There is always somewhere or something new to discover in New York City. In this museum spotlight we picked one of our favorites The Tenement Museum on Manhattan's Lower East Side as the starting point. After learning more about the 'hood, be inspired to explore nearby restaurants and cultural sites.
The Tenement Museum
Your visit to The Tenement Museum begins before you've even stepped through its doors. If you take a look around you will notice that 97 Orchard Street resembles many of the other tenement buildings still left in the neighborhood.
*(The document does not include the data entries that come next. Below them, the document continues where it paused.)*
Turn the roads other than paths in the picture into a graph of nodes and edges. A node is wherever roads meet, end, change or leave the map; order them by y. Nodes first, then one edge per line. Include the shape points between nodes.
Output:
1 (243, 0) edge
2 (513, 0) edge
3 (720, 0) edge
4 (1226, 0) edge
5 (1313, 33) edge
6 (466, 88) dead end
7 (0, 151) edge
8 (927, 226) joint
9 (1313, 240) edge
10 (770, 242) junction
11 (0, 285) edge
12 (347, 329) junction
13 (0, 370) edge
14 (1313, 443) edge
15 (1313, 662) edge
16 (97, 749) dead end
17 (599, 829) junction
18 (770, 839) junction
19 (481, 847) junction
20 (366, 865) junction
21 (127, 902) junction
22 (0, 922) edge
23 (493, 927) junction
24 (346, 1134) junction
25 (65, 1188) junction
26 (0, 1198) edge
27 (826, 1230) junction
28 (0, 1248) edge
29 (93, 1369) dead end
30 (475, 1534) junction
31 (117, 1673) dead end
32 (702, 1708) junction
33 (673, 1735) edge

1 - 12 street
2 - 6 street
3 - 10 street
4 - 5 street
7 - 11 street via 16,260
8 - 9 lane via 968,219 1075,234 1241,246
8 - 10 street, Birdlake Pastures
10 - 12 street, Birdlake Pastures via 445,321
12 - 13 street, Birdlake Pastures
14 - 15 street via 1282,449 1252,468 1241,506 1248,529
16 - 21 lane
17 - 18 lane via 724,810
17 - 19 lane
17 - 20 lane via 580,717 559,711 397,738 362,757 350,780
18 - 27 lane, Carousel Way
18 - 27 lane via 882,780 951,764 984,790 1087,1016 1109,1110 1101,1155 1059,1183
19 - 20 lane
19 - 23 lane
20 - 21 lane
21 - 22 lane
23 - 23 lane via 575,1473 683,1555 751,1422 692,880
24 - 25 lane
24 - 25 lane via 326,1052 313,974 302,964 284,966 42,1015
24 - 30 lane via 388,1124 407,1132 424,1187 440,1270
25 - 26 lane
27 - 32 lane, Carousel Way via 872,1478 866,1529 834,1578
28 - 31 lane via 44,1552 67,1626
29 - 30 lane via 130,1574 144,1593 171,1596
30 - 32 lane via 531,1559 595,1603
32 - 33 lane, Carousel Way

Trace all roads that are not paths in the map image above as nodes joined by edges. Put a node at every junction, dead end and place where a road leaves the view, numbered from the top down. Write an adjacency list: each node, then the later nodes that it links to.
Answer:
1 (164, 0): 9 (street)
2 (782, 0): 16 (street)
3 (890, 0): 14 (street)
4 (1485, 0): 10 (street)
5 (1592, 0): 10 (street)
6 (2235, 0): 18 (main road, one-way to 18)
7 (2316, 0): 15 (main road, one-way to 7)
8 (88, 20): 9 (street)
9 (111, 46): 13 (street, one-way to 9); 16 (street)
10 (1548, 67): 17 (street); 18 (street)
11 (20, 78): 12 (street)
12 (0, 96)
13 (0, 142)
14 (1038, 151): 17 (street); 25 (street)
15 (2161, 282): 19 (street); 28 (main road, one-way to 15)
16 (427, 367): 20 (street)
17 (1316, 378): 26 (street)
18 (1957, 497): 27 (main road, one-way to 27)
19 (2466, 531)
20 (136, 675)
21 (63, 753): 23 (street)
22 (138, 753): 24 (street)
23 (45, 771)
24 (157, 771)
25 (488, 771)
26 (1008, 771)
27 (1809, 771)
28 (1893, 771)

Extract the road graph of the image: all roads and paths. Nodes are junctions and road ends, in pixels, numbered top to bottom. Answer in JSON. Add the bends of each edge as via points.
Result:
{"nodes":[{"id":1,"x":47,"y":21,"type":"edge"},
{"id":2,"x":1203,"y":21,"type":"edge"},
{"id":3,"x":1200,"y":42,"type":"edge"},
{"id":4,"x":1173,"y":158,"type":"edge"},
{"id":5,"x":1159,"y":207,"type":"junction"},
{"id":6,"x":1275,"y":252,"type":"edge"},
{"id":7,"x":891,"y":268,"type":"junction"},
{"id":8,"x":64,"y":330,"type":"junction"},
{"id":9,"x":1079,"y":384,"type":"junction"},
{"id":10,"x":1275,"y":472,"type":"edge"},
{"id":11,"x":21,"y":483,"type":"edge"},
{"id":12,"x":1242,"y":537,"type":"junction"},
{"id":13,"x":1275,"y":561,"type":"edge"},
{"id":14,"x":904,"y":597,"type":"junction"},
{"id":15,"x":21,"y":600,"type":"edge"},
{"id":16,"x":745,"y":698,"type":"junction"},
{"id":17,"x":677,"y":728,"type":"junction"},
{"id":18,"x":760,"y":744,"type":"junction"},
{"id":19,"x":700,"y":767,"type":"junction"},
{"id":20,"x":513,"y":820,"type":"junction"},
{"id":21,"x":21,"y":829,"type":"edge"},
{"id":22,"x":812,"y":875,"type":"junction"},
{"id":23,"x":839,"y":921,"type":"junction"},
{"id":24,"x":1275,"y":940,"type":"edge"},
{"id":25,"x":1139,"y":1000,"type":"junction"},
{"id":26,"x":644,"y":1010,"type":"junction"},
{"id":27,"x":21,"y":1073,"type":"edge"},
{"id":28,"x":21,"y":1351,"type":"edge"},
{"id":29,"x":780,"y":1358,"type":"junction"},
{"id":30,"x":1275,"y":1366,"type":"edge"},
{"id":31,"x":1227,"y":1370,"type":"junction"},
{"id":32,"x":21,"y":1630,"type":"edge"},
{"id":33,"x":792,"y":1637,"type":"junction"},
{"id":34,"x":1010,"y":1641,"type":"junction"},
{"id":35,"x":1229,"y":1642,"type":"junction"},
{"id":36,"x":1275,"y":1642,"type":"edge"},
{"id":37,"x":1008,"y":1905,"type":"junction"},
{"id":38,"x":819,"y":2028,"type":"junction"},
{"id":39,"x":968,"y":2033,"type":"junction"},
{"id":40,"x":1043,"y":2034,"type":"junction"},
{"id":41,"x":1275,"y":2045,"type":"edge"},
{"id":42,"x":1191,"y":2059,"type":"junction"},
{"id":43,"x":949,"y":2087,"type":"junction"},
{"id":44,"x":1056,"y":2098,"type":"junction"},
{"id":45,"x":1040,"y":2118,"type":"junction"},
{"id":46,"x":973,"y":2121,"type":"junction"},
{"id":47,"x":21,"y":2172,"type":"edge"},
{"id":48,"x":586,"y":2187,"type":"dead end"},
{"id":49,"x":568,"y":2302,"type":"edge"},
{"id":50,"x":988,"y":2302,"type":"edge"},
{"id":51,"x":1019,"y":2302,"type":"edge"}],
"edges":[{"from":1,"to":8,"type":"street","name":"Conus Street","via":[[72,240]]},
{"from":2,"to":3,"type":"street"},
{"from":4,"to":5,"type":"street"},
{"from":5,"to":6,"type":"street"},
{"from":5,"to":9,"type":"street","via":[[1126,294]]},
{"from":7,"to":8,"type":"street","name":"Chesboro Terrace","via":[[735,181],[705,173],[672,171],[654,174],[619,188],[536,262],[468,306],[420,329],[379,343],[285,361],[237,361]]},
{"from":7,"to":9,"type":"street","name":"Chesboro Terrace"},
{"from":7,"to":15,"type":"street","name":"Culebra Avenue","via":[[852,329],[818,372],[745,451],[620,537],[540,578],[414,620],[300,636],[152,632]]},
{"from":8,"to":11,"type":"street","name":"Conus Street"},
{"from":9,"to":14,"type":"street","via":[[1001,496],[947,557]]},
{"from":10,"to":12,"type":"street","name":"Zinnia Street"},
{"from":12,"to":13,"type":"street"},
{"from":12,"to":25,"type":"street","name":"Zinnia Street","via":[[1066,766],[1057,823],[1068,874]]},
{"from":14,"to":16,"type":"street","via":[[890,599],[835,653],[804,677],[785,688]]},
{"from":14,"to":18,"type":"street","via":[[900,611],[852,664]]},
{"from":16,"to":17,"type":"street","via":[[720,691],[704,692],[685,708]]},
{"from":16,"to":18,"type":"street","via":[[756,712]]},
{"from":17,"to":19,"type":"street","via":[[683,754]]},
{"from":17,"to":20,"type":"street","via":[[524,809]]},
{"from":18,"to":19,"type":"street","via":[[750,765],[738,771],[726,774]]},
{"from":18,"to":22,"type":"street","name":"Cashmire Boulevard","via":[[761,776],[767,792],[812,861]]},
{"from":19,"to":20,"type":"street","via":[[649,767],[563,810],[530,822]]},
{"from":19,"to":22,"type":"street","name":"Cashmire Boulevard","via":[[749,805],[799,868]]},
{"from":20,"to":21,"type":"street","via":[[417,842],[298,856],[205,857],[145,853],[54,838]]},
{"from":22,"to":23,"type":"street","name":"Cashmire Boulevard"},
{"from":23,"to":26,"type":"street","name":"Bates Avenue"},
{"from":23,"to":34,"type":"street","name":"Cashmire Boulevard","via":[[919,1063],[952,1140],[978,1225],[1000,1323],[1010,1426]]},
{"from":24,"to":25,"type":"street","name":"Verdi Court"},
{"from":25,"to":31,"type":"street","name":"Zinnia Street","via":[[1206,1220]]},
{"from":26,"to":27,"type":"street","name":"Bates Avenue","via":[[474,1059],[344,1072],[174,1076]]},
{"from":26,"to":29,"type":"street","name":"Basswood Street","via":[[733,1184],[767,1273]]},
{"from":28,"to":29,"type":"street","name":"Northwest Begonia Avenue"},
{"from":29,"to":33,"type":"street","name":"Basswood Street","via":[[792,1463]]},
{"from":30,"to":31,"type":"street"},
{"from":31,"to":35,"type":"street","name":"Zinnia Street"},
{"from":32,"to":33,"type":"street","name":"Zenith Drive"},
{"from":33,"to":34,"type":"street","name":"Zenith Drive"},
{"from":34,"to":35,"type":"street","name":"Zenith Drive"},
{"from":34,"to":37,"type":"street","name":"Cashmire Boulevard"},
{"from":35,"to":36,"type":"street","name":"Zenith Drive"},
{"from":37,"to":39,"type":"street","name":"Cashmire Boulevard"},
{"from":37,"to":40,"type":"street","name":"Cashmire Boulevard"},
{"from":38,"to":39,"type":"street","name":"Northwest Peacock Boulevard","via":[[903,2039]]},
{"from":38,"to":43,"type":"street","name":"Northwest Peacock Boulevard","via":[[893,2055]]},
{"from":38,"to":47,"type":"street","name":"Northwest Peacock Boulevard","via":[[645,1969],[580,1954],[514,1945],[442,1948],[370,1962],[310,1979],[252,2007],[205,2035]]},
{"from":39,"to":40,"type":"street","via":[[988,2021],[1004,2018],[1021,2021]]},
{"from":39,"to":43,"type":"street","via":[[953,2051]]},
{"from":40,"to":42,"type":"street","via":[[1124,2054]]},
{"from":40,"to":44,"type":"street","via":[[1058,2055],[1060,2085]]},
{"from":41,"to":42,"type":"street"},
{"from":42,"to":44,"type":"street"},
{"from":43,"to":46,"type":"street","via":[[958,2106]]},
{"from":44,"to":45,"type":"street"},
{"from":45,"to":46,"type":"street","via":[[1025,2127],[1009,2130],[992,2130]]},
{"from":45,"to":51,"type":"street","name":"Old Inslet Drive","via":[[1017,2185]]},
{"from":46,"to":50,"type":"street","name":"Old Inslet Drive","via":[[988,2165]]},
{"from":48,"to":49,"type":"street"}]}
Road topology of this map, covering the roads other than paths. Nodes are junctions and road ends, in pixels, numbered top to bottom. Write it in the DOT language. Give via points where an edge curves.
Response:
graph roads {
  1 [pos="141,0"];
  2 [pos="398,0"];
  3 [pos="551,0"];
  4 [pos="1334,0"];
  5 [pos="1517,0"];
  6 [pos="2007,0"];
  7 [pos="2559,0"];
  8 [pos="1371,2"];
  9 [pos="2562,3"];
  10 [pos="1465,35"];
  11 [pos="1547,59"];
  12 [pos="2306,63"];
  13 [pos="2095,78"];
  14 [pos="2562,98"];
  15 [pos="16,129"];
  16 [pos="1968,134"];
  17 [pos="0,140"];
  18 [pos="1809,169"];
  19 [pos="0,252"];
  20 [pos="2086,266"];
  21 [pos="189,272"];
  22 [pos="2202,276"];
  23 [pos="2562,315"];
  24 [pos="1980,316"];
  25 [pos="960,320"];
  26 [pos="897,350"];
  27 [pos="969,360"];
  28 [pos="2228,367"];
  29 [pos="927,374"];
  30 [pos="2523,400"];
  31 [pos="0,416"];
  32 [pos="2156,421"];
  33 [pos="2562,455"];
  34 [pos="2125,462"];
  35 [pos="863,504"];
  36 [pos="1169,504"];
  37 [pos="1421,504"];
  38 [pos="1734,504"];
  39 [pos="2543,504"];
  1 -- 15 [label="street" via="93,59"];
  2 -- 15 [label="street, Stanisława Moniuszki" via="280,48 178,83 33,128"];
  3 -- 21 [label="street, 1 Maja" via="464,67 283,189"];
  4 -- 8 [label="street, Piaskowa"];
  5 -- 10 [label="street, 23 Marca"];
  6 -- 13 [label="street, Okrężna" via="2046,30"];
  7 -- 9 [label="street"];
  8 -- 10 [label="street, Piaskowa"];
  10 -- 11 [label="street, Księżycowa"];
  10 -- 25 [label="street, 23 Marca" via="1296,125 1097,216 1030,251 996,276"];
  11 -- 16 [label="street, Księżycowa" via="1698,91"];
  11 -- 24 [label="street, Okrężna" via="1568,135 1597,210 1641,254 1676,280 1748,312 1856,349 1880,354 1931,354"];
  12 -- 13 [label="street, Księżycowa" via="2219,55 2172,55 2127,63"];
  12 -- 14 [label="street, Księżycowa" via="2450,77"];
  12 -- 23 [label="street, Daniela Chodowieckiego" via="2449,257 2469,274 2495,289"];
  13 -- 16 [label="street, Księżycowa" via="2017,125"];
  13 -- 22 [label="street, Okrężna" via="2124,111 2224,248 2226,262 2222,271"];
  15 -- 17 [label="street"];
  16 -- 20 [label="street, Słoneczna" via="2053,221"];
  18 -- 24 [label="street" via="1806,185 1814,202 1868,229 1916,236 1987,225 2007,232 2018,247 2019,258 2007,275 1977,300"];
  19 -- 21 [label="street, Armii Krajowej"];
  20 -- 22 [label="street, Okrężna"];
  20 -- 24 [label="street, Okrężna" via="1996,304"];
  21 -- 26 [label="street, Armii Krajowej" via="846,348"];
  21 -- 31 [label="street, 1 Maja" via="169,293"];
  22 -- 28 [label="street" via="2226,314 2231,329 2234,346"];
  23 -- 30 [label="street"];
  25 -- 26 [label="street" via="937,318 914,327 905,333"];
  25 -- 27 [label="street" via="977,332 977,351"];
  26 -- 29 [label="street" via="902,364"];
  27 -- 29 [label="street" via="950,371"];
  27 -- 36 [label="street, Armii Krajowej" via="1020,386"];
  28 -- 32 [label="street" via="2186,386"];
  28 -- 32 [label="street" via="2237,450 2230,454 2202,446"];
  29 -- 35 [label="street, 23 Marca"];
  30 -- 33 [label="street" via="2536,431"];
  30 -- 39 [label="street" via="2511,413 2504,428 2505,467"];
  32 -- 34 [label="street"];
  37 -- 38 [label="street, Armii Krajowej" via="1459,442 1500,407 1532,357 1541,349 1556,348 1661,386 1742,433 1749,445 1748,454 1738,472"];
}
As a living fragment of history, the museum is like a time capsule.
When it was originally purchased in 1988 by the founders of the museum, Ruth Abram and Anita Jacobson, it had been shuttered for over 50 years. It took time, but they have successfully restored six apartments representing a variety of different occupants from Irish immigrants in 1869 to a German/Jewish family in 1878. They estimate that "7,000 people lived in 97 Orchard Street between 1863 and 1935."
Through intense archival research, the Museum and 97 Orchard Street allow visitors the opportunity to step back in time. You must take a tour in order to visit the Museum and they offer a variety of different subjects and at different times. The "Getting By" tour for example, brings you through three different apartments and is an hour long. Learn more about the German-Jewish and Italian-Catholic families that lived in the building from the time of the Panic of 1873 to the Great Depression. You definitely want to leave yourself enough time to check out the museum store. It is easily one of the most comprehensive collections of New York-themed books and gifts. Additionally, the Museum hosts free talks with important historians and writers during the evenings. There are 6 offered in November ranging from an in-depth look at the life of Henry James to a discussion about women's rights from 1960 to the present with Times columnist Gail Collins.
How To Get There
The tours begin and end at the Museum Shop at 108 Orchard Street. Located one street East of the intersection between Delancey and Allen Streets, the shop is two storefronts from Delancey on the West side of the street. The museum has extensive directions for visiting via car or public transportation.
Only a few blocks from the museum are some of the city's most iconic eats. Work up an appetite for a post-Museum pastrami sandwich from Katz's Deli or grab a bagel with lox from Russ & Daughters before your morning tour. Take a leisurely two block walk to the Essex Street Market and browse the aisles of fresh produce, artisanal cheese and chocolate. To satisfy your sweet tooth visit IL Laboratorio del Gelato, a former tenament neighborhood that has expanded to a larger space near Katz's. You might get lucky and find that they're serving seasonal flavors like "fig, fresh brown turkey" or "apple calvados."
Take your gelato and sit in the shady Seward Park or eat and walk to the Museum at Eldrige Street, which takes about ten minutes. The Synagogue, which was built in 1887, offers tours and exhibits celebrating Jewish history and the building's beautiful architecture.